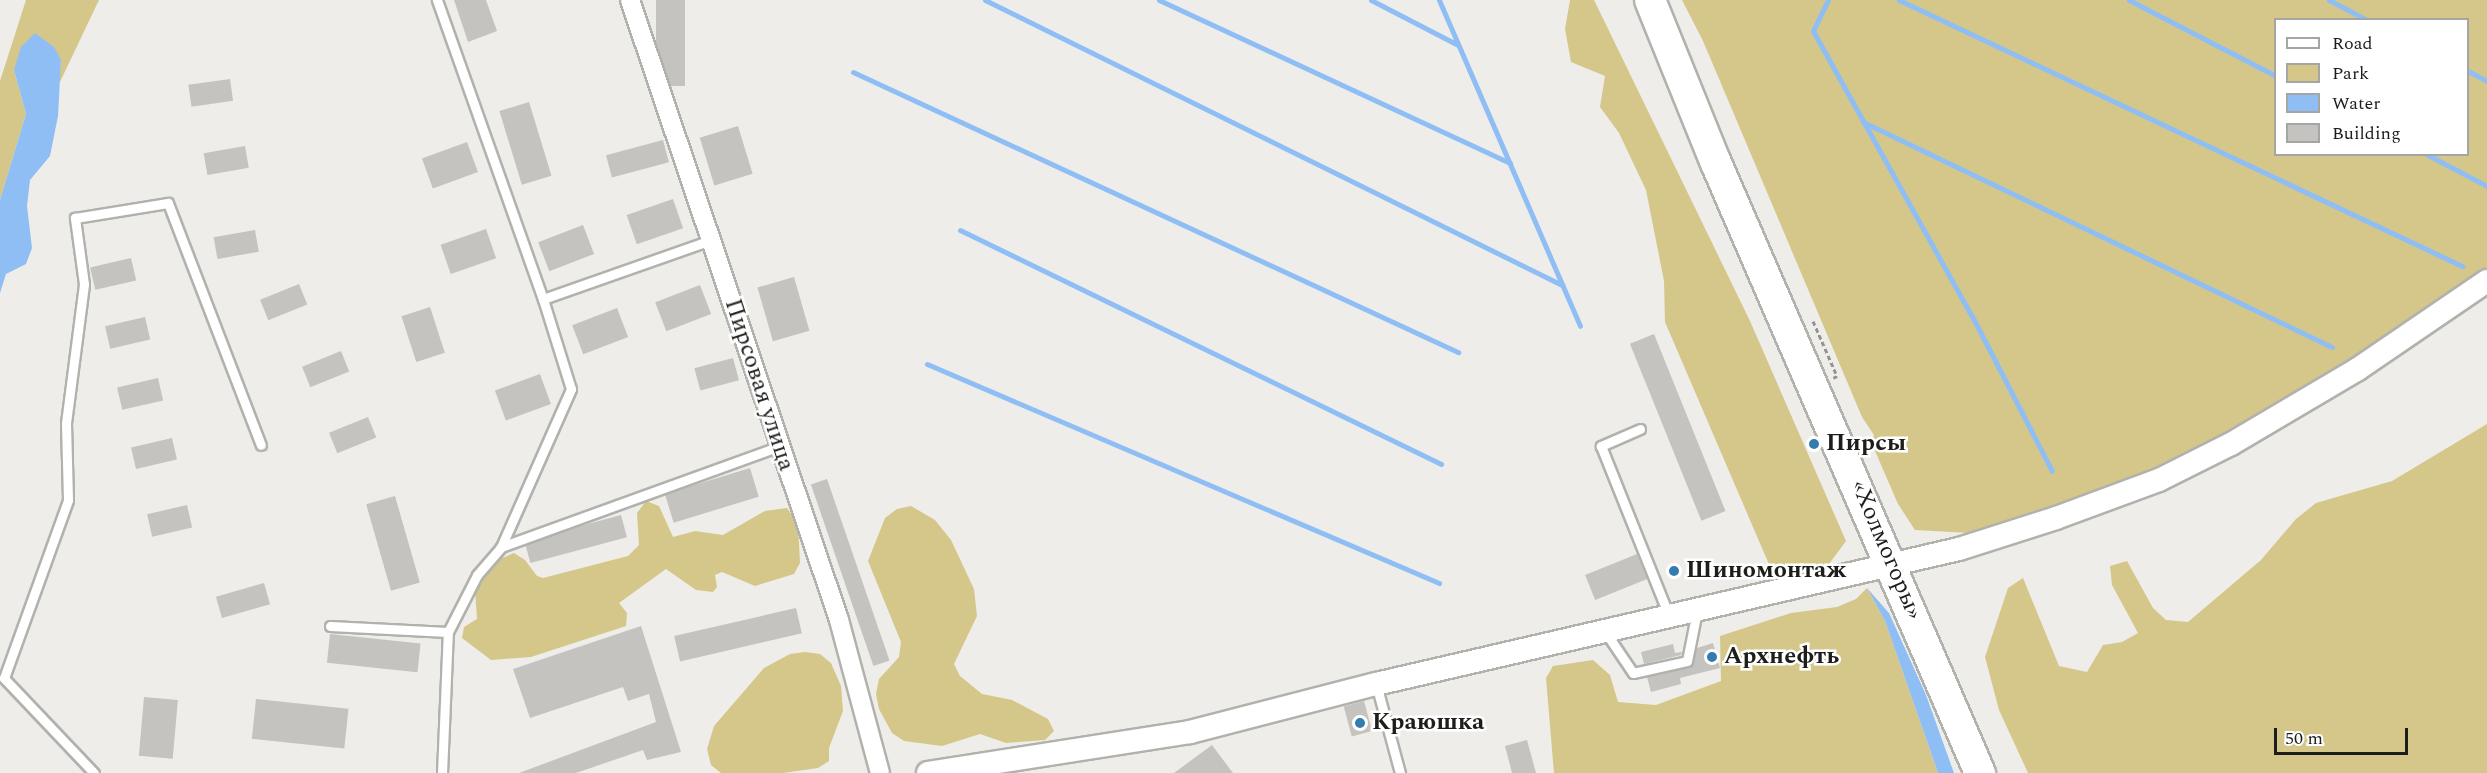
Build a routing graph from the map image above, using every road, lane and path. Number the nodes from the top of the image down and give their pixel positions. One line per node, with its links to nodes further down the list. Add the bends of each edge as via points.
1 (437, 0): 8 (lane)
2 (630, 0): 6 (street, Пирсовая улица)
3 (1635, 0): 5 (highway, «Холмогоры»)
4 (1650, 0): 5 (highway, «Холмогоры»)
5 (1716, 163): 13 (highway, «Холмогоры»)
6 (711, 240): 8 (lane); 11 (street, Пирсовая улица)
7 (2487, 281): 13 (street, via 2358,369 2230,444 2159,480 1959,549)
8 (543, 299): 12 (lane, via 571,389)
9 (1640, 429): 15 (lane, via 1601,446)
10 (261, 445): 20 (lane, via 168,202 75,218 84,284 66,423 68,500 4,678)
11 (780, 446): 12 (lane); 22 (street, Пирсовая улица, via 839,620)
12 (501, 547): 18 (lane, via 477,575)
13 (1893, 564): 14 (street); 25 (highway, «Холмогоры»)
14 (1697, 609): 15 (street); 17 (lane, via 1687,661 1633,673)
15 (1669, 616): 17 (street)
16 (330, 626): 18 (lane)
17 (1604, 631): 19 (street)
18 (448, 632): 21 (lane)
19 (1376, 684): 23 (street, via 1190,732); 24 (lane)
20 (94, 773)
21 (442, 773)
22 (880, 773)
23 (928, 773)
24 (1400, 773)
25 (1980, 773)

:::

§ What to do: Repeat each line of the material exactly, please, and skip every picture.

§ Output below:
Build a routing graph from the map image above, using every road, lane and path. Number the nodes from the top of the image down and give their pixel positions. One line per node, with its links to nodes further down the list. Add the bends of each edge as via points.
1 (437, 0): 8 (lane)
2 (630, 0): 6 (street, Пирсовая улица)
3 (1635, 0): 5 (highway, «Холмогоры»)
4 (1650, 0): 5 (highway, «Холмогоры»)
5 (1716, 163): 13 (highway, «Холмогоры»)
6 (711, 240): 8 (lane); 11 (street, Пирсовая улица)
7 (2487, 281): 13 (street, via 2358,369 2230,444 2159,480 1959,549)
8 (543, 299): 12 (lane, via 571,389)
9 (1640, 429): 15 (lane, via 1601,446)
10 (261, 445): 20 (lane, via 168,202 75,218 84,284 66,423 68,500 4,678)
11 (780, 446): 12 (lane); 22 (street, Пирсовая улица, via 839,620)
12 (501, 547): 18 (lane, via 477,575)
13 (1893, 564): 14 (street); 25 (highway, «Холмогоры»)
14 (1697, 609): 15 (street); 17 (lane, via 1687,661 1633,673)
15 (1669, 616): 17 (street)
16 (330, 626): 18 (lane)
17 (1604, 631): 19 (street)
18 (448, 632): 21 (lane)
19 (1376, 684): 23 (street, via 1190,732); 24 (lane)
20 (94, 773)
21 (442, 773)
22 (880, 773)
23 (928, 773)
24 (1400, 773)
25 (1980, 773)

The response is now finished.